Hurricane Harvey has already dumped 9 trillion gallons of water on Texas
and may leave even more before it backs up to the Gulf of Mexico.
Starting as a category 4 hurricane as it made landfall on Friday night,
Harvey, which has since been downgraded to a tropical storm, is breaking
weather records every hour—and is leaving some scientists scratching
their heads as to why it stalled over south Texas instead of cruising
northward to Oklahoma and then to the Midwest as storms of this nature
typically do.
Is climate change to blame for its atypical path of destruction? Well, a bit, according to climate researchers.
Climate
change didn’t spawn Harvey, or any other hurricane, though it has made
them more dangerous. But scientists are careful not to blame all of
Harvey’s destruction on greenhouse warming. Plus, this is a conditional
situation: Houston's lack of rain-sponging green space and
devil-may-care zoning laws—have probably made things worse as well.
“The hurricane is a naturally occurring hazard that is exacerbated by climate change,” says Katharine Hayhoe,
an atmospheric scientist and professor of political science at Texas
Tech University. “But the actual risk to Houston is a combination of the
hazard—rainfall, storm surge and wind, the vulnerability, and the
exposure." In Houston's case, vulnerability is particularly high. "It’s a
rapidly growing city with vast areas of impervious surfaces," Hayhoe
says. "Its infrastructure is crumbling. And it’s difficult for people to
get out of harm's way.”
When
Hayhoe and others scientists look at the storm itself, they see a
hurricane that has been able to keep one foot on the gas pedal while
still connected to the gas tank. Warmer water means more water vapor
available to power the hurricane, and Harvey’s fuel source—the Gulf of
Mexico—is unusually warm right now, thanks to a combo of slow climate
change-related warming and a hot August in the gulf.

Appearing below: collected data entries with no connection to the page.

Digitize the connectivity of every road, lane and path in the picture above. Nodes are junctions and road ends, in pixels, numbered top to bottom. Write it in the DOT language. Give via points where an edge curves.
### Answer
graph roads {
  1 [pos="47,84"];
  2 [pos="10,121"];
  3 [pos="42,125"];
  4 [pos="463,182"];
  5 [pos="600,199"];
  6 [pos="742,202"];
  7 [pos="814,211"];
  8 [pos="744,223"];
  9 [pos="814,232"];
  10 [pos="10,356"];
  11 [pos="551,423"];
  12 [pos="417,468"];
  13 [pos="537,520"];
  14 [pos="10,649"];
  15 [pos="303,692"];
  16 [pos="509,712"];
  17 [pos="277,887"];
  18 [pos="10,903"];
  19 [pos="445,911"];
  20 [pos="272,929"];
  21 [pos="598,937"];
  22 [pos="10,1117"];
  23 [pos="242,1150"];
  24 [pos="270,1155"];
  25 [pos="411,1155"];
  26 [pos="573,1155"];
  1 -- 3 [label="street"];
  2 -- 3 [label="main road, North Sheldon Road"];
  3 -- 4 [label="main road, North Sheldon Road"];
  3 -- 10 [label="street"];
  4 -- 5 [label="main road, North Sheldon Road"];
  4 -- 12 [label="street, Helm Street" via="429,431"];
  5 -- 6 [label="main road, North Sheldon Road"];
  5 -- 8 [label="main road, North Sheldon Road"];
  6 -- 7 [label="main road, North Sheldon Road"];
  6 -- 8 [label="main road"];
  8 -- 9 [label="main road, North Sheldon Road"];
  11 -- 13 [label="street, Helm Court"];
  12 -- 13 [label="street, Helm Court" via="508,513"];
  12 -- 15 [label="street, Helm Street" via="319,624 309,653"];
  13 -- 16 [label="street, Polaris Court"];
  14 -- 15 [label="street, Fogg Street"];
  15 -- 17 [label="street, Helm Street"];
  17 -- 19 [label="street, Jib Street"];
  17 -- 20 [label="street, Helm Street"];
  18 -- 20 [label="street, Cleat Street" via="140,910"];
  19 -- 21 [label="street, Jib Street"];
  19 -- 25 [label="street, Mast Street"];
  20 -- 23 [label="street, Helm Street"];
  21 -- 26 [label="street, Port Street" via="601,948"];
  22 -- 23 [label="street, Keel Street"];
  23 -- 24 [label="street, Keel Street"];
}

As Harvey approached the Texas coast last week, the Gulf ocean temperature rose 2.7 to 7.2 degrees Fahrenheit
above average. “That provided a deep, warm pool of water used as fuel,”
says Dalia Kirschbaum, a research scientist at NASA’s Goddard Space
Flight Center who studies hurricane hydrology. Harvey used this hot spot
to shift from a tropical depression to a category 4 hurricane in
roughly 48 hours.
Long term, the sea surface
temperature of that region has risen about 1 degree over the past few
decades—from roughly 86 to 87 degrees Fahrenheit, according to Michael
Mann, a climatologist at Penn State. Mann said in a Facebook post
on Monday that a relationship known as the Clausius-Clapeyron equation
tells us there is a roughly 3 percent increase in average atmospheric
moisture content for each 0.5 degrees Celsius of warming—almost 1 degree
Fahrenheit. That means 3 to 5 percent more moisture in the atmosphere
in the Gulf region near the south Texas coast. So Harvey has a big tank
of tropical moisture that it has been dumping on land.
More on Harvey
The
storm surge is also made worse by sea levels that are higher than they
were decades ago. Thanks to climate change, storm surges today are seven
inches higher than they were 30 years ago, according to a January study by NOAA—though
other factors can combine to increase surges even more. By the year
2100, global sea levels will rise an average of 1 to 8.2 feet. But the
western Gulf Coast will see an additional rise of 1 to 1.6 feet,
according to the NOAA study.
Harvey is no
average storm. Some have called it a “black swan,” an outlier, something
that only comes along every millennium. Over the weekend, Kerry
Emanuel, an atmospheric scientist at the Massachusetts Institute of
Technology, looked at the rainfall data from Harvey and did a few
calculations on its landfall at Rockport, Texas. He calculated that
Rockport would get a foot of rain about once in 1,000 years, based on
the average climate of the past 38 years. But taken in the context of
the past three years and recent high temperatures, the odds increased to
about once in 250 years. For all of southeast Texas, the probability of
getting that foot of rain has increased from about once in 100 years to
about once in 25 years.
Why the change? First,
the Gulf water is warmer. Second, while rainy tropical cyclones like
Harvey aren’t more frequent, the high-level winds that usually push them
out to sea or north to Oklahoma have stopped blowing. “We don’t know
why they have collapsed," says Emanuel, "and it’s too early to connect
it to anthropogenic climate change." But the effects are clear: Emanuel
says the collapse of these winds over south Texas started in 2010 and
has continued—a time when Houston has been hit by numerous violent and
disastrous storms that have flooded the city.
For
Emanuel and others, figuring out what happened to those steering
currents and why may be key to understanding future storms. He expects
the winds to return to normal in a few years. The bad news is that by
the end of the century, under current climate models, researchers expect
more high-pressure anomalies and a greater chance of collapsed steering
winds. Harvey the black swan could morph into a storm of our future.